Gizli kapaklı iş yapılması ile ilgili olarak halk arasında yaygın olarak söylenilen “bipli” Atasözümüz vardır. Edebimizi bozmadan, söyleyeceğimizi ifade edebilmek ve meramımızı anlatabilmek için bu Atasözümüzü: “Gizli kapaklı, kapalı kapılar arkasında, Federal Anayasa taslağı hazırlanması ile ilgili ateş topu gibi bir gündemimiz oldu.” Diye günümüzdeki yaşananlara göre uyarlayabiliriz.
Ülkemiz de yetmez, ama buna şükür dedirtecek kadar da olsa eser miktarda demokrat bir ülke. Her kes düşüncesinde, inancında hür. İstediği siyasi partiye, düşünceye, ekole kendi iradesi ile üye olabiliyor. Kurulmuş/kurulacak olan partiler de kendilerine yakın buldukları ittifakta yerini alabiliyor. Zamanı geldiğinde veya bazen de erken seçimler ile Sandık halkın önüne konuluyor, sandıktan halkın tercihine göre de yasama organının mevcut Anayasaya göre kadroları oluşuyor.
Başkanlık sisteminin doğal sonucu olarak kurulan ittifaklar da partilerin ilkelerine uygun, uygulamak istedikleri mutabakat metinleri, hayata geçirmek istedikleri programları olması, bunun içinde bunların üzerinde çalışma yapılması, yapılan çalışmalarında metne bağlanması gayet normaldir.
Anormal olan ve etik olmayan bu tür çalışmaların kapalı kapılar ardında gizli kapaklı yapılmasıdır. Her nedense bazıları bütün işlerinde olduğu gibi İttifak içindeki yürüttükleri faaliyetlerini de gizli kapaklı yapmayı alışkanlık haline getirdikleri için Anayasa taslağı gibi toplumsal mutabakatın olması gereken çalışmayı gizli kapaklı, kapalı kapılar ardında, oy isteyecekleri halkın dikkatinden kaçırılarak yapılmasıdır.

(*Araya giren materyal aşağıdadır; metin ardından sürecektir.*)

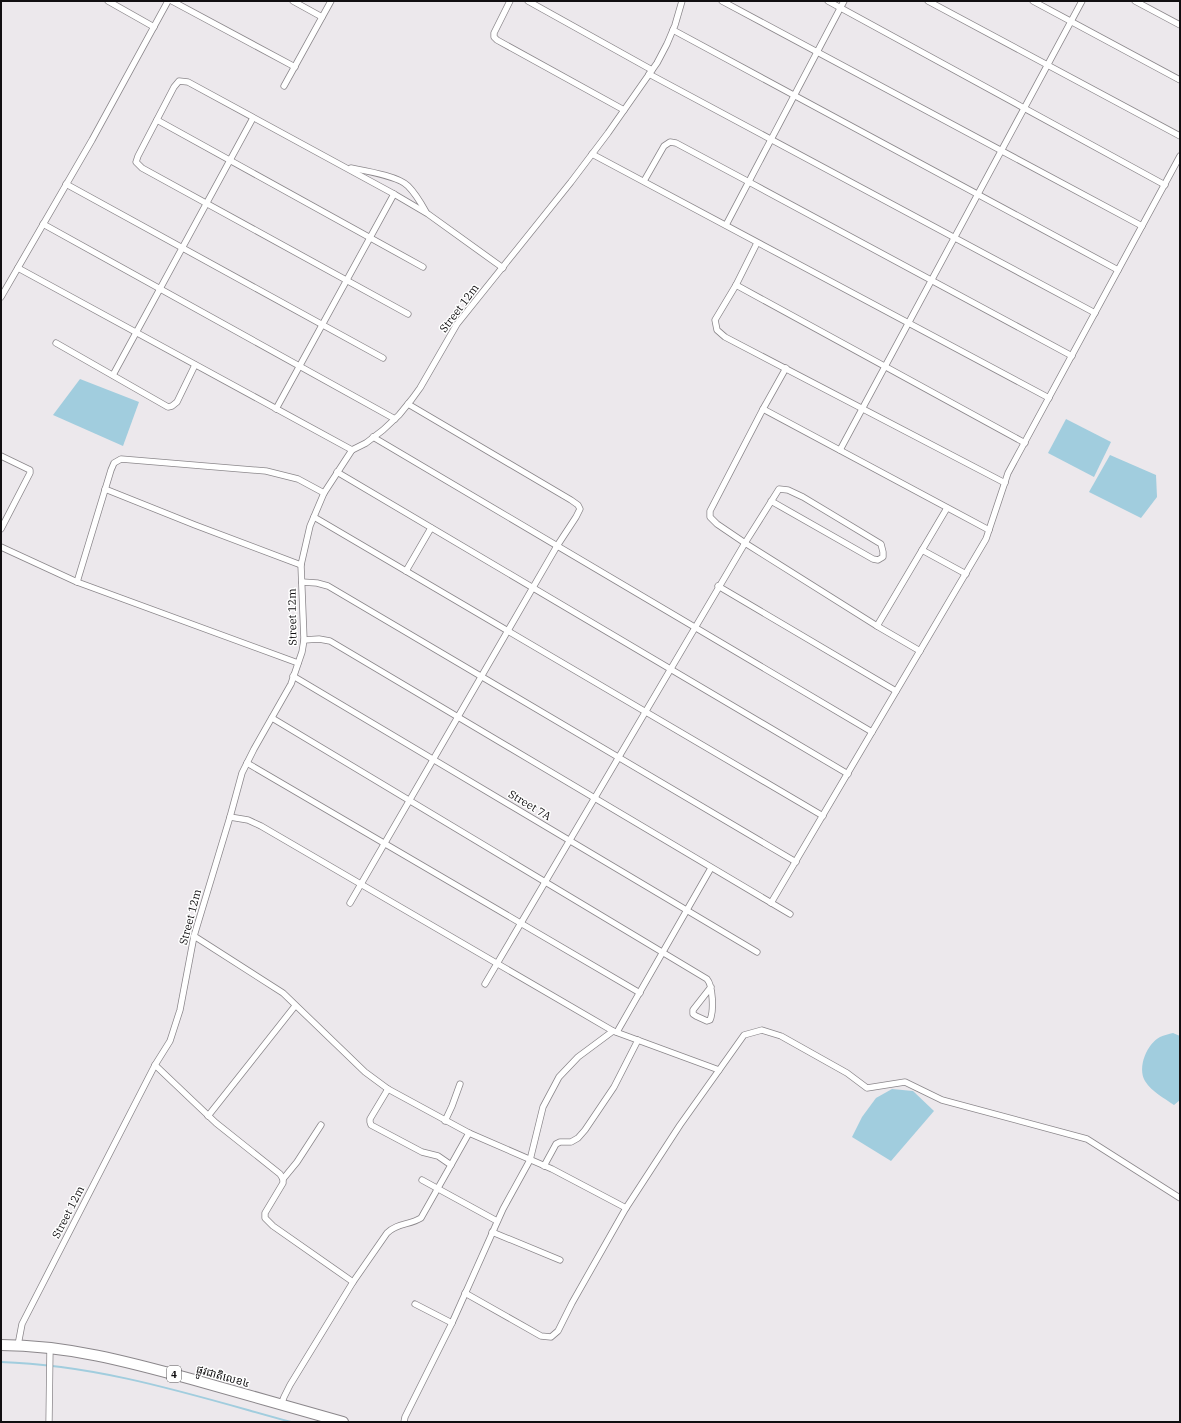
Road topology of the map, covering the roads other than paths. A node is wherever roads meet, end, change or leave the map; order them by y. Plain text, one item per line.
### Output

Ki son günlerde Millet İttifakına dahil HDP başta olmak üzere İYİ Parti, CHP ve Saadet Parti'sinin baştan inkâr ettikleri, sonrasında zimmin kabul ettikleri bir Anayasa çalışması yapıldığı ve buna dair ses kayıtlarının olduğu iddiaları gündemi bir hayli meşgul etti ve etmeye de devam ediyor.
HDP ve CHP'nin yaptıklarını bir nebze olsun anlayabiliyorum, ama zamanında mahallenin ağır ablası İYİ Parti Genel Başkanı Meral Akşener ve mahallenin itibarlı abisi Saadet Partisi Genel Başkanı Temel Karamollaoğlu'nun böyle bir olayın içinde nasıl olabildiklerini anlamakta güçlük çekiyorum.
Rahmetli Erbakan'ın Çiler ile kurduğu koalisyon hükümetin de İçişleri Bakanı olan Meral Akşener, o zamanki dik duruşu ile halk nezdin de takdir toplamıştı. Bu nedenle de 28 Şubat'ın kudretli paşalarının gazabına uğramış ve “kazığa oturtulmak “ile tehdit edilmişti.
Şimdi ne olmuş ve ne değişmiştir ki? O zaman kendisini “Kazığa oturtmak” ile tehdit edenlerin sırtını sıvazlayanlar ve kanlı terör örgütü ile arasına mesafe koyamayan HDP ile ayni safta Federatif bir Anayasa taslağı veya mutabakat metni üzerinde anlaşabilmektedir.
Sivas Madımak olayları olduğu zaman Sivas Belediye Başkanı olduğu için olayların bir numaralı sanığı haline getirilen SP Liderinin durumu da hiç farklı değildir. Yıllarca Sivas-Madımak'ın Günah Keçisi ilan edilen ve ismi üzerinden bütün Muhafazakârlar ile birlikte topyekûn, suçsuz yere ağız dolusu sövülen sayılan Temel Karamollaoğlu'nun da tabanından gelen bütün itirazlara rağmen ısrarla CHP ve HDP ile birlikte yol arkadaşlığı etmesi ise anlaşılabilir değildir.